0

I am currently solving the titanic problem in kaggle. The data of the problem consists of several features such as "sex", "class in society", etc., and you are to predict whether a person survived the titanic incident or not. According to the analysis of other people, females are more likely to survive than males. They analysed the data using graphs. Given that information, am I supposed to do anything so that my model would know that the "sex" feature is important? Or is the analysis only important for data science (i.e. for the sake of knowing which gender survived the most).

hehe
  • 211
  • 2
  • 6

1 Answers1

1

If your data "shows" that females have a greater probability of survival, then your learning algorithm should be able to use this information. Notice, that what are you saying is that you have some subjective feeling that some predictors should be used in your model and you want to include this feeling in your model.
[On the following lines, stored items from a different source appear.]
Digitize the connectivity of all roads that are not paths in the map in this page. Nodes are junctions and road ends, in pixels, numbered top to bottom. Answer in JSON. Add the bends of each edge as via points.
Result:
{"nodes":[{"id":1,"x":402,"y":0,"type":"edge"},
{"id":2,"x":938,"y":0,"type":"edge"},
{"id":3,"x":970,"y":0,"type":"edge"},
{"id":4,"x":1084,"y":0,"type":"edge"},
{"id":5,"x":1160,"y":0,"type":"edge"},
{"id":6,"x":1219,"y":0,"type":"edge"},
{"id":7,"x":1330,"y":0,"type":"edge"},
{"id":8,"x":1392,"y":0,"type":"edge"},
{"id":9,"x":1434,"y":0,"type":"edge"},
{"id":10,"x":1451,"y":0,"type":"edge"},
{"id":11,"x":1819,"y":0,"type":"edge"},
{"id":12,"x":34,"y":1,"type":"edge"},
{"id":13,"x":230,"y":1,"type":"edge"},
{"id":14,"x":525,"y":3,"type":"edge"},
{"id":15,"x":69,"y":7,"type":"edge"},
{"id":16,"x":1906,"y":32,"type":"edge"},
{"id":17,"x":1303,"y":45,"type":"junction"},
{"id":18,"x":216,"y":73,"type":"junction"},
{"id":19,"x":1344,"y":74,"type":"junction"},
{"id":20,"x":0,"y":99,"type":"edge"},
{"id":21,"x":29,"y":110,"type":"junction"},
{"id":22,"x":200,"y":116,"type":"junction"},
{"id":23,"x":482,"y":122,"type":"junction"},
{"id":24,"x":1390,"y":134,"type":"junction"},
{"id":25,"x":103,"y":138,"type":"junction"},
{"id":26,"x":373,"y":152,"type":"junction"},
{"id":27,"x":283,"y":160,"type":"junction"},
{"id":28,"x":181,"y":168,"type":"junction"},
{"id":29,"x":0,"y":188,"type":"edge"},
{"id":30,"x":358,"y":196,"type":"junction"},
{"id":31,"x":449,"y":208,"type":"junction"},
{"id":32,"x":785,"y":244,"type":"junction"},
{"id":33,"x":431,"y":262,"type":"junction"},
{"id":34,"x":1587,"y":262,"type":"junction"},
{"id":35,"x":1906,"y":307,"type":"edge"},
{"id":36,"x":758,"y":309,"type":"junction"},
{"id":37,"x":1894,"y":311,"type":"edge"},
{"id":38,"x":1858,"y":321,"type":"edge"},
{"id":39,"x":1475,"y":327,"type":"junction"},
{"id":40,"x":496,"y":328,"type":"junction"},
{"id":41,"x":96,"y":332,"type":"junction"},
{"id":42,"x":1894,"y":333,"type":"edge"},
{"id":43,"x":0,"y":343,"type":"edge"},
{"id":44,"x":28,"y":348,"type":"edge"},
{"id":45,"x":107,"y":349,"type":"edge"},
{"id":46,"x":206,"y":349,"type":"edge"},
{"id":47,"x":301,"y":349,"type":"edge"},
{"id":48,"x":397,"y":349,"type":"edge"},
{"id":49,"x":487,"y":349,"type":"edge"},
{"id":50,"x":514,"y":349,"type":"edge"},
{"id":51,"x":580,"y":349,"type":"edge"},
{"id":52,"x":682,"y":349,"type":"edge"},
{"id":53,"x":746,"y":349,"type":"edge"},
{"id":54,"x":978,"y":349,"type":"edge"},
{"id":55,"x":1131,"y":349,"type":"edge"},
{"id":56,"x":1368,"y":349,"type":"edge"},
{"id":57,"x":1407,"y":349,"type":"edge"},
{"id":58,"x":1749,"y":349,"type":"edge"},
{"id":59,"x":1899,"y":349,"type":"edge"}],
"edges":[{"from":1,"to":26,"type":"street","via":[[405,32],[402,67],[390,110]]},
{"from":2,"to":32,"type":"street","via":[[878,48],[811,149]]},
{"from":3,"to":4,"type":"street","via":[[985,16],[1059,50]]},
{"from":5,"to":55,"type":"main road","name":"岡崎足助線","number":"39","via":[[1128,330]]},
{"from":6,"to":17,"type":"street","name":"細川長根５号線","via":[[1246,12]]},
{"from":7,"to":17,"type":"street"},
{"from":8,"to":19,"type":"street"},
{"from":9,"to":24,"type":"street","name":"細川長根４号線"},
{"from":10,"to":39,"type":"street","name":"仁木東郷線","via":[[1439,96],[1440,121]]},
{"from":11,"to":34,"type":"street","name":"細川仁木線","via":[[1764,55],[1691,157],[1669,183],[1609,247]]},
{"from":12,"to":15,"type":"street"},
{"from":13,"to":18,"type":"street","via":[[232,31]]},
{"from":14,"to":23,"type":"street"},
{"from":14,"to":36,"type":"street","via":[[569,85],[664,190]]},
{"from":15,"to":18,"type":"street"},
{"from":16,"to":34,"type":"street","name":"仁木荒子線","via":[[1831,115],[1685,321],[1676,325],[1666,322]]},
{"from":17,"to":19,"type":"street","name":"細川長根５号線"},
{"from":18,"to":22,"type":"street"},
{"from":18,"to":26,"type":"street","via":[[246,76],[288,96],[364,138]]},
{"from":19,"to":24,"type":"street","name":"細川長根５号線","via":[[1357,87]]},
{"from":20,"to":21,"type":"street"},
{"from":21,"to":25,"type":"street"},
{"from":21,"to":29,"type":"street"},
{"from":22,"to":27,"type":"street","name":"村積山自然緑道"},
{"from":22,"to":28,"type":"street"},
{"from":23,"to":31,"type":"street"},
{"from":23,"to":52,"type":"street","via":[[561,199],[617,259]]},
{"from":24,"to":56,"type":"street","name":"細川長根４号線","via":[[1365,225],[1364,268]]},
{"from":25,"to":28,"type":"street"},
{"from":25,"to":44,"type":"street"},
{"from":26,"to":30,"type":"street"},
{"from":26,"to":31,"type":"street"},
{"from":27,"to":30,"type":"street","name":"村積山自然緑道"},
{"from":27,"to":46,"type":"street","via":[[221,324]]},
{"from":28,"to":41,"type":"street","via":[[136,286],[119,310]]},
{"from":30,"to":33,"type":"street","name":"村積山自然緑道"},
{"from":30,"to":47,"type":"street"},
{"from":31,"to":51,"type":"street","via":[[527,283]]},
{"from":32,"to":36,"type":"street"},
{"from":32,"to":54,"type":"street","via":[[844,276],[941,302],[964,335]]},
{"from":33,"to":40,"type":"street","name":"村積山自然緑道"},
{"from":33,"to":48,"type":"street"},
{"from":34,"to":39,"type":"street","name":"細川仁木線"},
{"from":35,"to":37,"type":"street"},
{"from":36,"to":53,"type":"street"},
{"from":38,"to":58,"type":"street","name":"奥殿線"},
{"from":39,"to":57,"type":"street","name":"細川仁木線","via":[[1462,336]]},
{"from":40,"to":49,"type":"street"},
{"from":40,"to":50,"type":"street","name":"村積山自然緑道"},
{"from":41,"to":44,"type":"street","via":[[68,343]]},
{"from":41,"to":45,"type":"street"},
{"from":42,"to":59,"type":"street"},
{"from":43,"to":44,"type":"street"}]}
Generally, this kind of approach is possible if using Bayesian methods where your result is:

$$ \text{estimation result} \propto \text{prior knowledge} \times \text{information encountered in data} $$

However in this approach your prior knowledge should be prior to data, i.e. it does not make much sens to use the same information twice (first learn it from data and then ask your model to learn it from data considering the fact that you learned if from data before doing estimation).

So general answer is no, there is no need to both tell your algorithm what do you assume from the data and to ask it to learn the same information from the data.

Tim
  • 108,699
  • 20
  • 212
  • 390